До самого вечера дедушка всякую всячину внуку рассказывал. И так всё получалось интересно, что позабыли дедушка с внуком суп в казане крупой заправить, лук в него спустить.
Уже совсем стемнело, когда вернулась вся семья с покоса. Отец открыл дверь, да так и присох у входа: прыгают посреди избы Сашок на одной ноге и дедушка Терентий на одной ноге, — что за наваждение такое?
Тонким голосом выговаривает Сашок:
— Чики́-чики́-чика́лочки, один едет на палочке, другой — на тележке, щёлкает орешки!
А дедушка крутится вокруг внучка и тоже выговаривает:
— Свинка ходит по бору́, щиплет лебеду траву; она рвёт — не берёт, под берёзку кладёт.
Отец подошёл к Сашку, усмехнулся:
— Живу — не тужу, никому не служу!
Потом махнул рукой, ногой притопнул:
— А ну, сынок! Пляши, не виляй, сам на ужин добывай! Не добудешь — битый будешь, а добудешь — сытый будешь!

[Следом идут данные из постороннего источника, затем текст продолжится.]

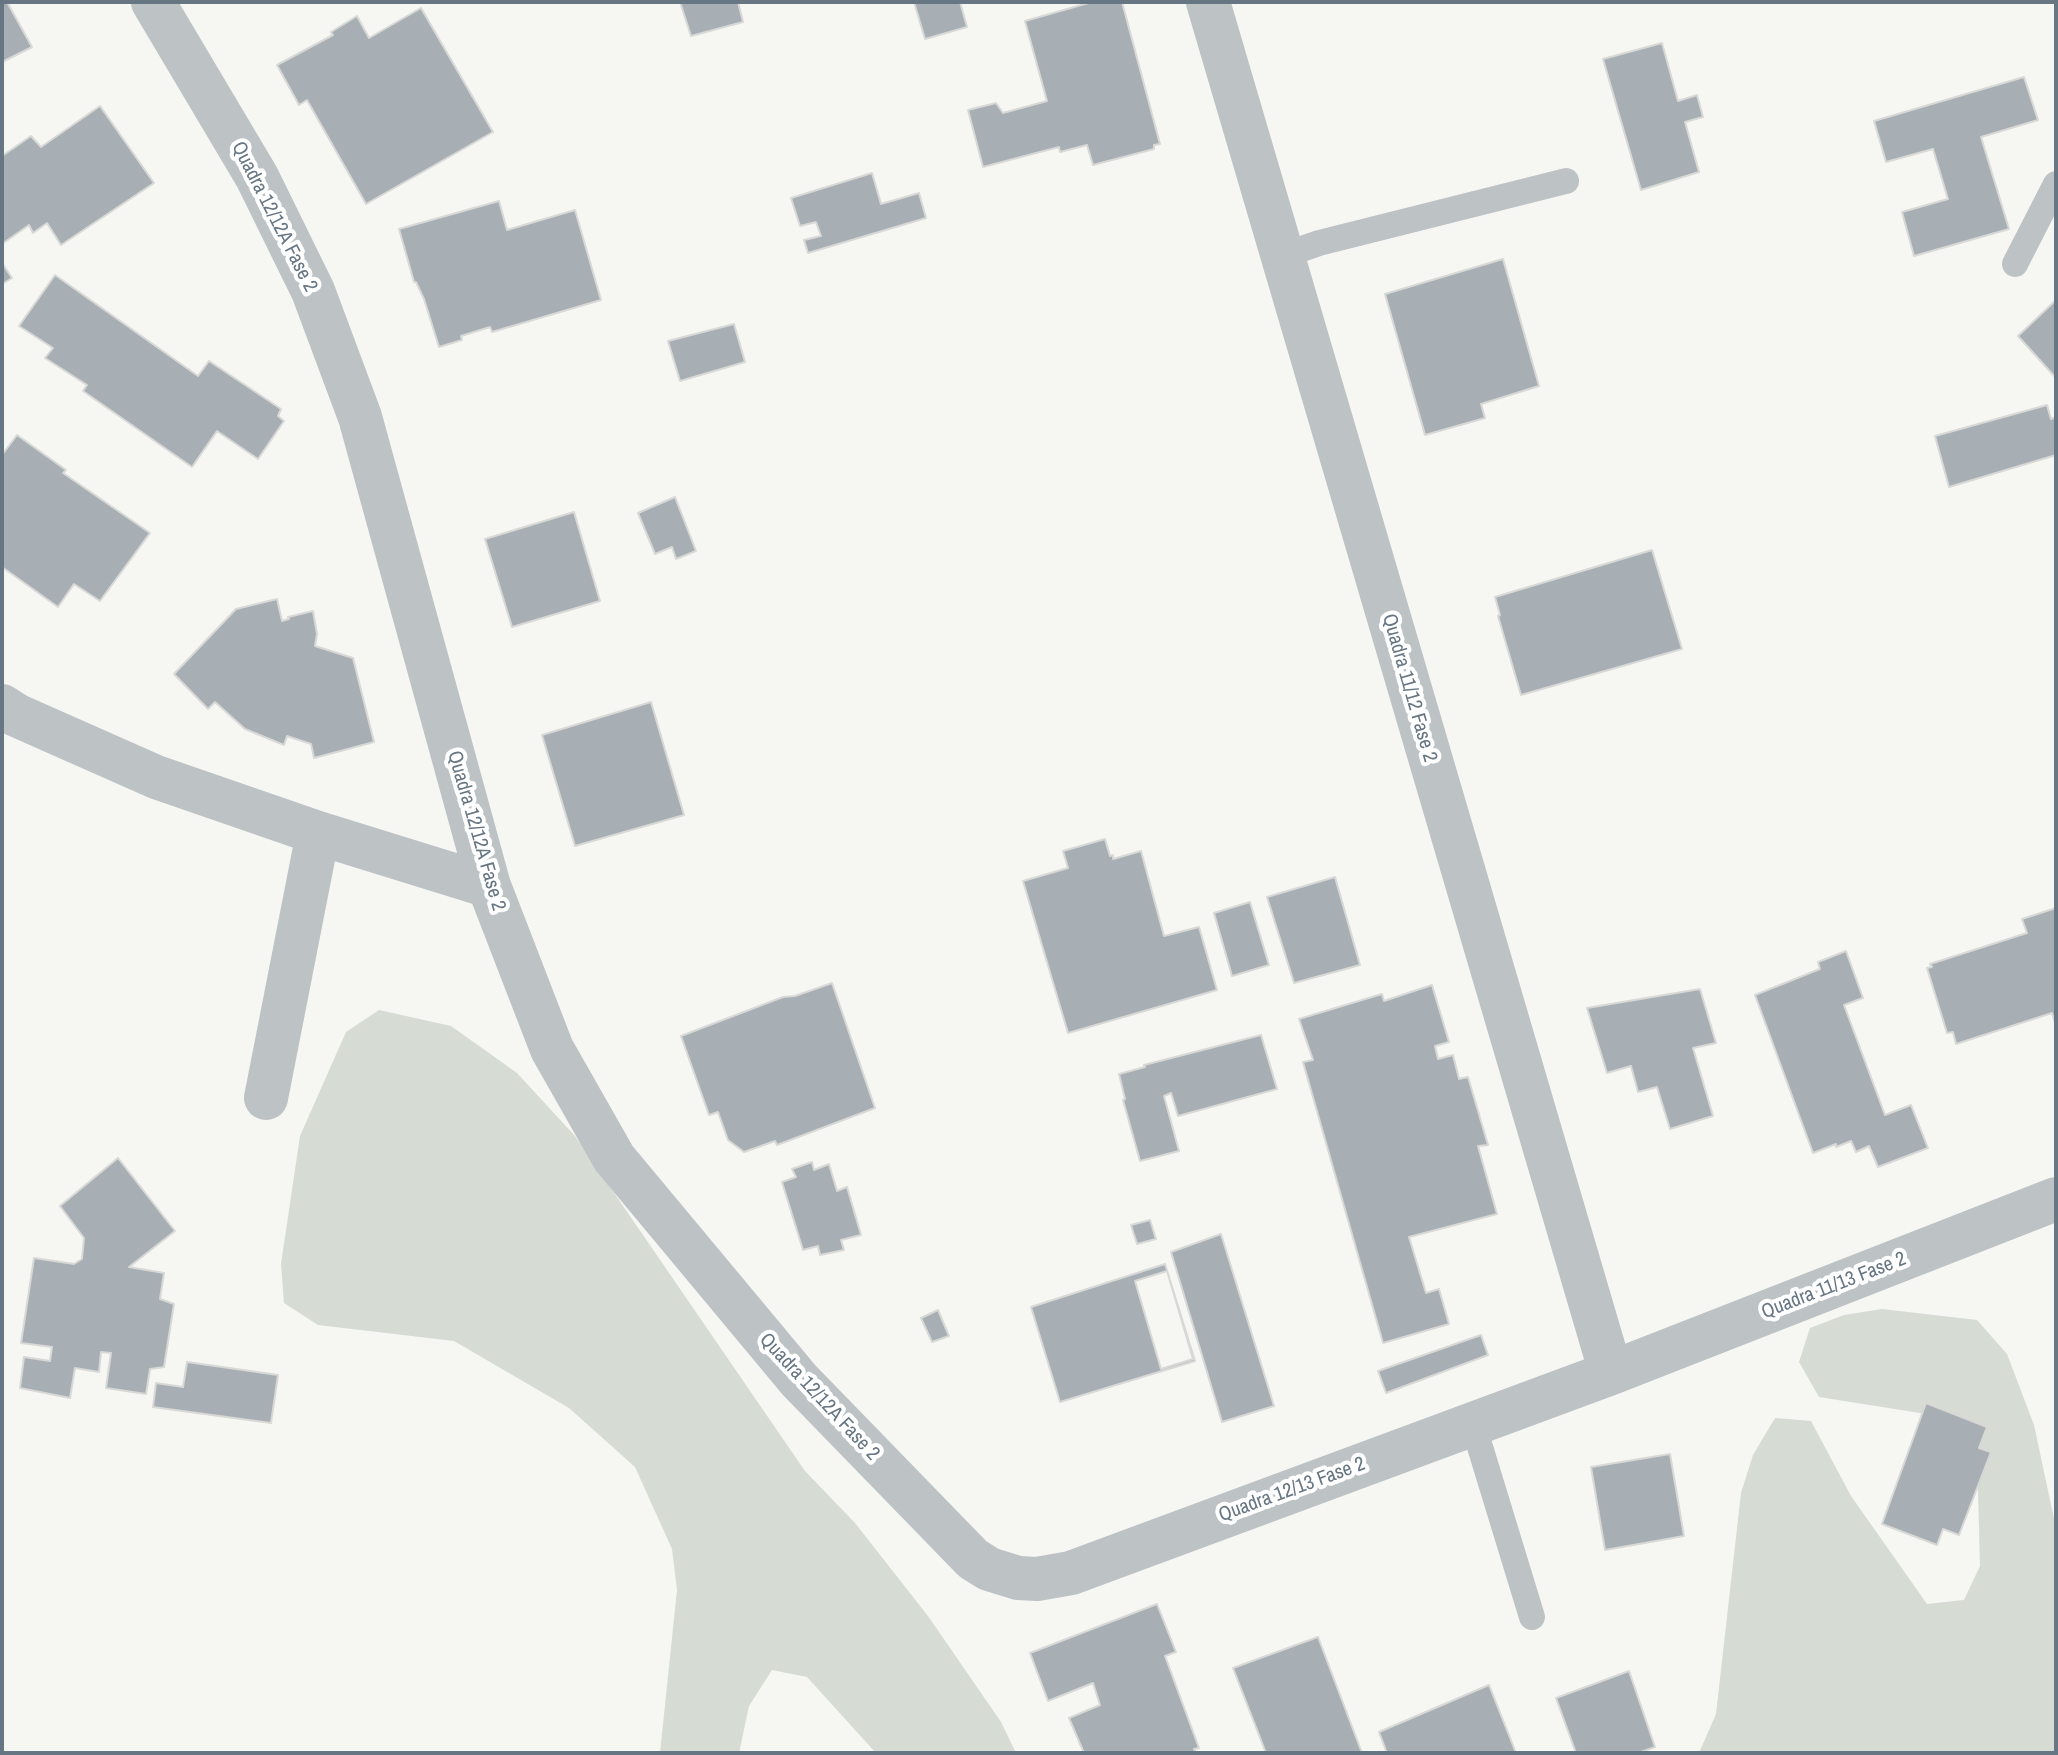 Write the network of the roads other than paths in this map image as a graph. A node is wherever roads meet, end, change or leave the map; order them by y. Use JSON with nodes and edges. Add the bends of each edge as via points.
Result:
{"nodes":[{"id":1,"x":153,"y":2,"type":"edge"},
{"id":2,"x":1208,"y":2,"type":"edge"},
{"id":3,"x":1566,"y":181,"type":"dead end"},
{"id":4,"x":2056,"y":184,"type":"edge"},
{"id":5,"x":1282,"y":256,"type":"junction"},
{"id":6,"x":2015,"y":264,"type":"dead end"},
{"id":7,"x":2,"y":706,"type":"edge"},
{"id":8,"x":318,"y":833,"type":"junction"},
{"id":9,"x":489,"y":886,"type":"junction"},
{"id":10,"x":266,"y":1098,"type":"dead end"},
{"id":11,"x":2056,"y":1199,"type":"edge"},
{"id":12,"x":1611,"y":1373,"type":"junction"},
{"id":13,"x":1473,"y":1424,"type":"junction"},
{"id":14,"x":973,"y":1559,"type":"joint"},
{"id":15,"x":1532,"y":1617,"type":"dead end"}],
"edges":[{"from":1,"to":9,"type":"street","name":"Quadra 12/12A Fase 2","via":[[257,177],[313,291],[360,417]]},
{"from":2,"to":5,"type":"street","name":"Quadra 11/12 Fase 2"},
{"from":3,"to":5,"type":"lane"},
{"from":4,"to":6,"type":"lane"},
{"from":5,"to":12,"type":"street","name":"Quadra 11/12 Fase 2"},
{"from":7,"to":8,"type":"street","via":[[156,777]]},
{"from":8,"to":9,"type":"street"},
{"from":8,"to":10,"type":"street"},
{"from":9,"to":14,"type":"street","name":"Quadra 12/12A Fase 2","via":[[552,1049],[614,1158],[799,1380]]},
{"from":11,"to":12,"type":"street","name":"Quadra 11/13 Fase 2"},
{"from":12,"to":13,"type":"street","name":"Quadra 12/13 Fase 2"},
{"from":13,"to":14,"type":"street","name":"Quadra 12/13 Fase 2","via":[[1071,1573],[1018,1578]]},
{"from":13,"to":15,"type":"lane"}]}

Раздул отец усы грозно, подхватил сына на руки:
— Вот так и расти, Сашок! Кто больше всех спит, тот меньше всех живёт.
Мать тем временем бросилась к печи, заглянула в чугун.
— Батюшки! Да тут крупинка за крупинкой гоняется с дубинкой!
Братья и сестры за родительскими спинами переглядываются, посмеиваются, поглядывают на обескураженного дедушку.
Отец посмотрел на деда и сына, сказал беззаботно:
— Ладно, мать! Хлеб — на стол, и стол — престол. А хлеба ни куска, так и стол — доска. Хлеб-то у нас есть пока!
8. КАК РАЗГОВАРИВАЕТ СЛЕД
Горит костёр, течёт беседа о разной разности, о всяких тайнах земли и неба, о всём, что вокруг и из чего складывается жизнь.
— Я так думаю, — говорит Ванька, — родиться человеком — это очень здорово, просто это нам счастье вышло. Ведь мог же я родиться вороной, Митрич, а?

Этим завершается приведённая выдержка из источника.